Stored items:
◇ ◇ ◇ ◇
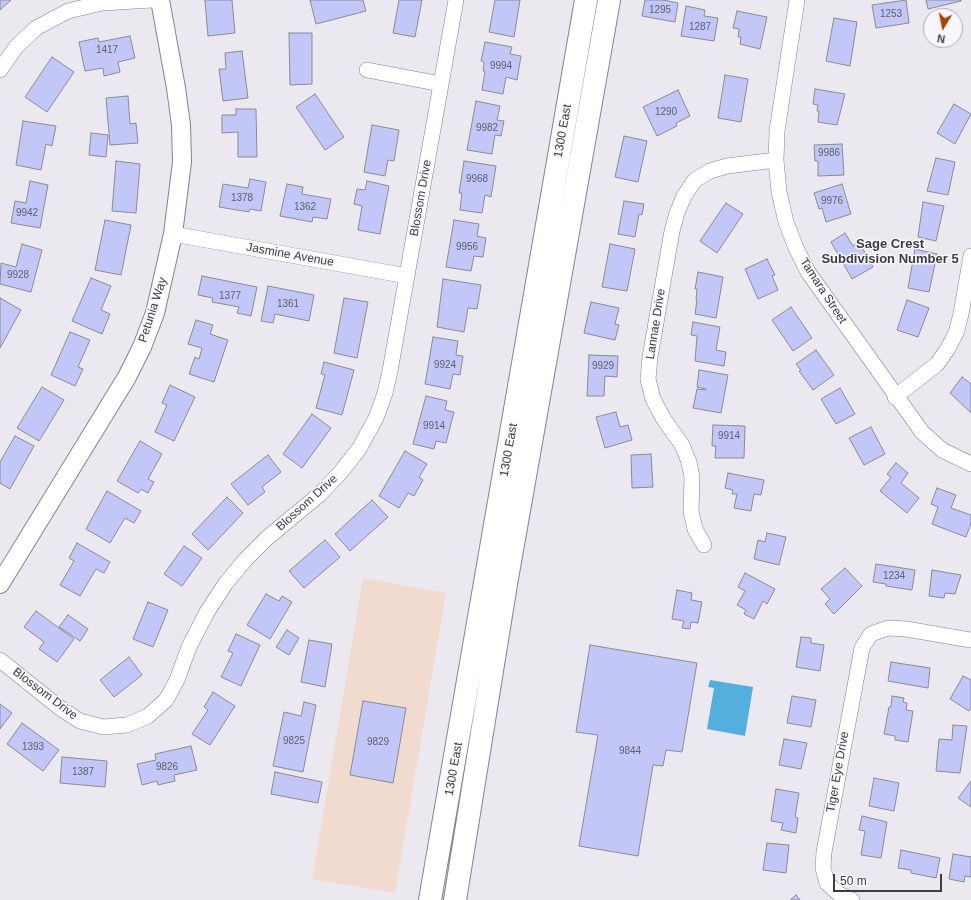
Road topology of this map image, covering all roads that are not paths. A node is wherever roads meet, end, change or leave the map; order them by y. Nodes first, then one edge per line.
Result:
1 (152, 0) edge
2 (160, 0) edge
3 (456, 0) edge
4 (586, 0) edge
5 (609, 0) edge
6 (797, 0) edge
7 (0, 70) edge
8 (367, 70) dead end
9 (441, 84) junction
10 (776, 160) junction
11 (173, 234) junction
12 (971, 256) edge
13 (407, 276) junction
14 (895, 397) junction
15 (971, 464) edge
16 (704, 545) dead end
17 (0, 584) edge
18 (971, 640) edge
19 (0, 660) edge
20 (430, 900) edge
21 (455, 900) edge
22 (852, 900) edge

1 - 7 street
2 - 11 street, Petunia Way
3 - 9 street, Blossom Drive
4 - 20 main road, 1300 East
5 - 21 main road, 1300 East
6 - 10 street, Tamara Street
8 - 9 street
9 - 13 street, Blossom Drive
10 - 14 street, Tamara Street
10 - 16 street, Lannae Drive
11 - 13 street, Jasmine Avenue
11 - 17 street, Petunia Way
12 - 14 street
13 - 19 street, Blossom Drive
14 - 15 street, Tamara Street
18 - 22 street, Tiger Eye Drive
◇ ◇ ◇ ◇
Copy out each record shown above without alteration, skipping any picture.

Road topology of this map image, covering all roads that are not paths. A node is wherever roads meet, end, change or leave the map; order them by y. Nodes first, then one edge per line.
Result:
1 (152, 0) edge
2 (160, 0) edge
3 (456, 0) edge
4 (586, 0) edge
5 (609, 0) edge
6 (797, 0) edge
7 (0, 70) edge
8 (367, 70) dead end
9 (441, 84) junction
10 (776, 160) junction
11 (173, 234) junction
12 (971, 256) edge
13 (407, 276) junction
14 (895, 397) junction
15 (971, 464) edge
16 (704, 545) dead end
17 (0, 584) edge
18 (971, 640) edge
19 (0, 660) edge
20 (430, 900) edge
21 (455, 900) edge
22 (852, 900) edge

1 - 7 street
2 - 11 street, Petunia Way
3 - 9 street, Blossom Drive
4 - 20 main road, 1300 East
5 - 21 main road, 1300 East
6 - 10 street, Tamara Street
8 - 9 street
9 - 13 street, Blossom Drive
10 - 14 street, Tamara Street
10 - 16 street, Lannae Drive
11 - 13 street, Jasmine Avenue
11 - 17 street, Petunia Way
12 - 14 street
13 - 19 street, Blossom Drive
14 - 15 street, Tamara Street
18 - 22 street, Tiger Eye Drive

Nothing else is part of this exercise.